### GIVEN INFORMATION
*****

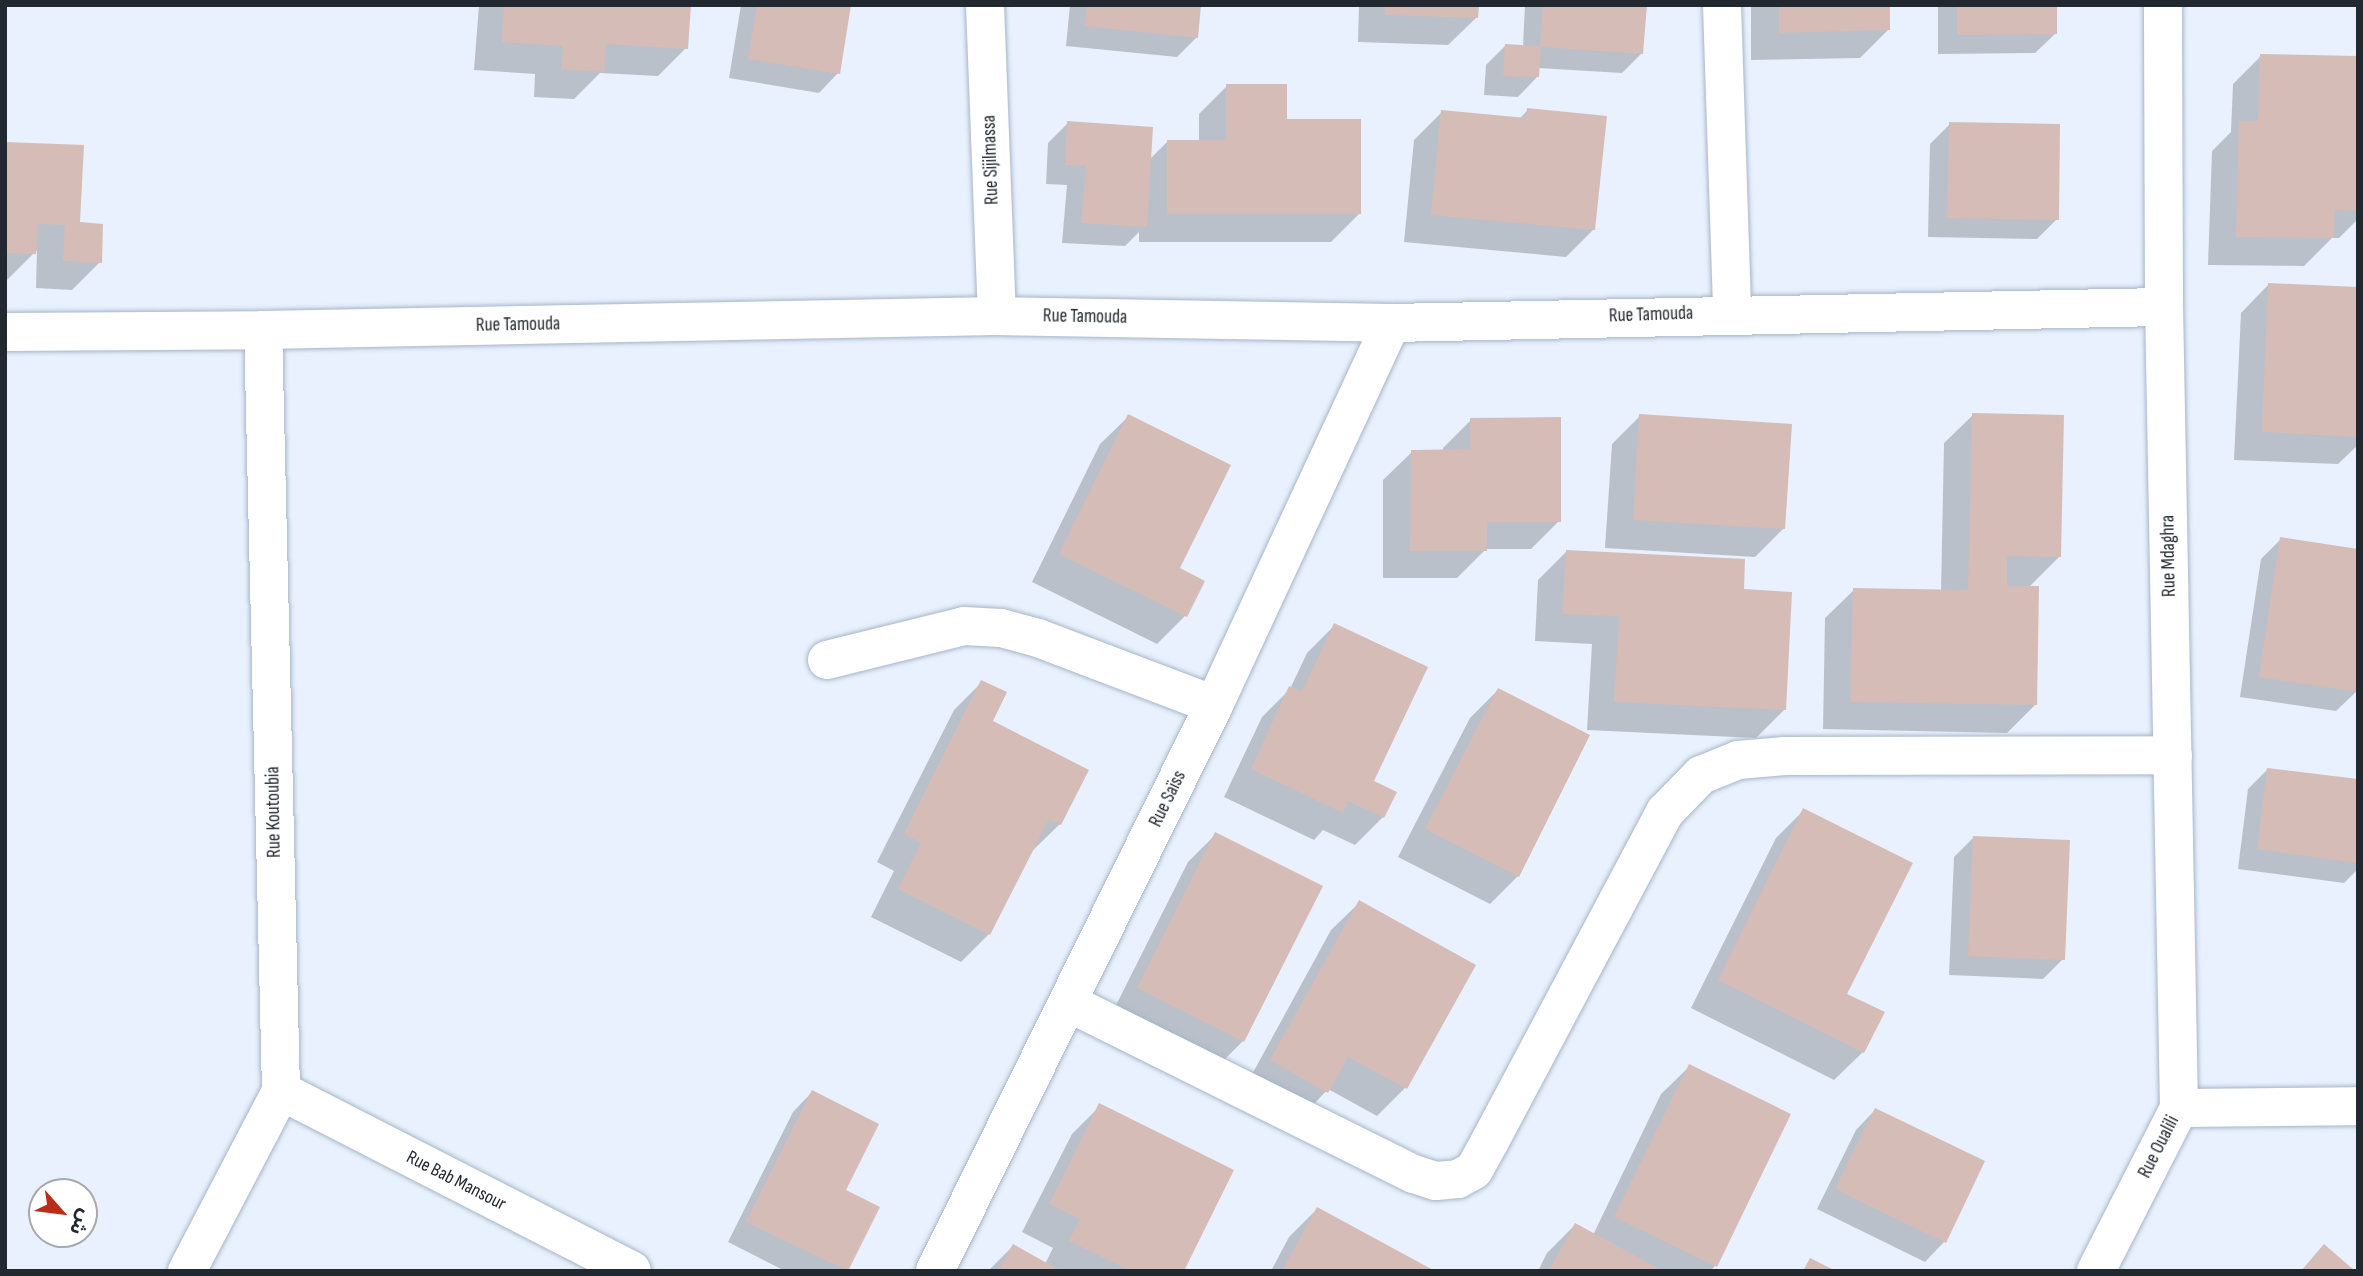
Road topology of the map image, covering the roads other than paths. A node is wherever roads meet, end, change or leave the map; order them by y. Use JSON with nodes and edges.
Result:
{"nodes":[{"id":1,"x":985,"y":5,"type":"edge"},
{"id":2,"x":1722,"y":5,"type":"edge"},
{"id":3,"x":2164,"y":5,"type":"edge"},
{"id":4,"x":2164,"y":307,"type":"junction"},
{"id":5,"x":1732,"y":313,"type":"junction"},
{"id":6,"x":997,"y":316,"type":"junction"},
{"id":7,"x":1391,"y":323,"type":"junction"},
{"id":8,"x":262,"y":330,"type":"junction"},
{"id":9,"x":5,"y":332,"type":"edge"},
{"id":10,"x":827,"y":660,"type":"dead end"},
{"id":11,"x":1214,"y":705,"type":"junction"},
{"id":12,"x":2173,"y":755,"type":"junction"},
{"id":13,"x":1069,"y":1003,"type":"junction"},
{"id":14,"x":281,"y":1091,"type":"junction"},
{"id":15,"x":2358,"y":1106,"type":"edge"},
{"id":16,"x":2179,"y":1108,"type":"junction"},
{"id":17,"x":187,"y":1271,"type":"edge"},
{"id":18,"x":632,"y":1271,"type":"edge"},
{"id":19,"x":935,"y":1271,"type":"edge"},
{"id":20,"x":2096,"y":1271,"type":"edge"}],
"edges":[{"from":1,"to":6,"type":"street","name":"Rue Sijilmassa"},
{"from":2,"to":5,"type":"street"},
{"from":3,"to":4,"type":"street","name":"Rue Mdaghra"},
{"from":4,"to":5,"type":"street","name":"Rue Tamouda"},
{"from":4,"to":12,"type":"street","name":"Rue Mdaghra"},
{"from":5,"to":7,"type":"street","name":"Rue Tamouda"},
{"from":6,"to":7,"type":"street","name":"Rue Tamouda"},
{"from":6,"to":8,"type":"street","name":"Rue Tamouda"},
{"from":7,"to":11,"type":"street","name":"Rue Saïss"},
{"from":8,"to":9,"type":"street","name":"Rue Tamouda"},
{"from":8,"to":14,"type":"street","name":"Rue Koutoubia"},
{"from":10,"to":11,"type":"street"},
{"from":11,"to":13,"type":"street","name":"Rue Saïss"},
{"from":12,"to":13,"type":"street"},
{"from":12,"to":16,"type":"street","name":"Rue Mdaghra"},
{"from":13,"to":19,"type":"street","name":"Rue Saïss"},
{"from":14,"to":17,"type":"street","name":"Rue Koutoubia"},
{"from":14,"to":18,"type":"street","name":"Rue Bab Mansour"},
{"from":15,"to":16,"type":"street","name":"Rue Oualili"},
{"from":16,"to":20,"type":"street","name":"Rue Oualili"}]}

*****

### WHAT YOU SHOULD DO
In the reply, each line of the data must appear exactly as written, and no picture may appear.

### EXPECTED ANSWER
Road topology of the map image, covering the roads other than paths. A node is wherever roads meet, end, change or leave the map; order them by y. Use JSON with nodes and edges.
Result:
{"nodes":[{"id":1,"x":985,"y":5,"type":"edge"},
{"id":2,"x":1722,"y":5,"type":"edge"},
{"id":3,"x":2164,"y":5,"type":"edge"},
{"id":4,"x":2164,"y":307,"type":"junction"},
{"id":5,"x":1732,"y":313,"type":"junction"},
{"id":6,"x":997,"y":316,"type":"junction"},
{"id":7,"x":1391,"y":323,"type":"junction"},
{"id":8,"x":262,"y":330,"type":"junction"},
{"id":9,"x":5,"y":332,"type":"edge"},
{"id":10,"x":827,"y":660,"type":"dead end"},
{"id":11,"x":1214,"y":705,"type":"junction"},
{"id":12,"x":2173,"y":755,"type":"junction"},
{"id":13,"x":1069,"y":1003,"type":"junction"},
{"id":14,"x":281,"y":1091,"type":"junction"},
{"id":15,"x":2358,"y":1106,"type":"edge"},
{"id":16,"x":2179,"y":1108,"type":"junction"},
{"id":17,"x":187,"y":1271,"type":"edge"},
{"id":18,"x":632,"y":1271,"type":"edge"},
{"id":19,"x":935,"y":1271,"type":"edge"},
{"id":20,"x":2096,"y":1271,"type":"edge"}],
"edges":[{"from":1,"to":6,"type":"street","name":"Rue Sijilmassa"},
{"from":2,"to":5,"type":"street"},
{"from":3,"to":4,"type":"street","name":"Rue Mdaghra"},
{"from":4,"to":5,"type":"street","name":"Rue Tamouda"},
{"from":4,"to":12,"type":"street","name":"Rue Mdaghra"},
{"from":5,"to":7,"type":"street","name":"Rue Tamouda"},
{"from":6,"to":7,"type":"street","name":"Rue Tamouda"},
{"from":6,"to":8,"type":"street","name":"Rue Tamouda"},
{"from":7,"to":11,"type":"street","name":"Rue Saïss"},
{"from":8,"to":9,"type":"street","name":"Rue Tamouda"},
{"from":8,"to":14,"type":"street","name":"Rue Koutoubia"},
{"from":10,"to":11,"type":"street"},
{"from":11,"to":13,"type":"street","name":"Rue Saïss"},
{"from":12,"to":13,"type":"street"},
{"from":12,"to":16,"type":"street","name":"Rue Mdaghra"},
{"from":13,"to":19,"type":"street","name":"Rue Saïss"},
{"from":14,"to":17,"type":"street","name":"Rue Koutoubia"},
{"from":14,"to":18,"type":"street","name":"Rue Bab Mansour"},
{"from":15,"to":16,"type":"street","name":"Rue Oualili"},
{"from":16,"to":20,"type":"street","name":"Rue Oualili"}]}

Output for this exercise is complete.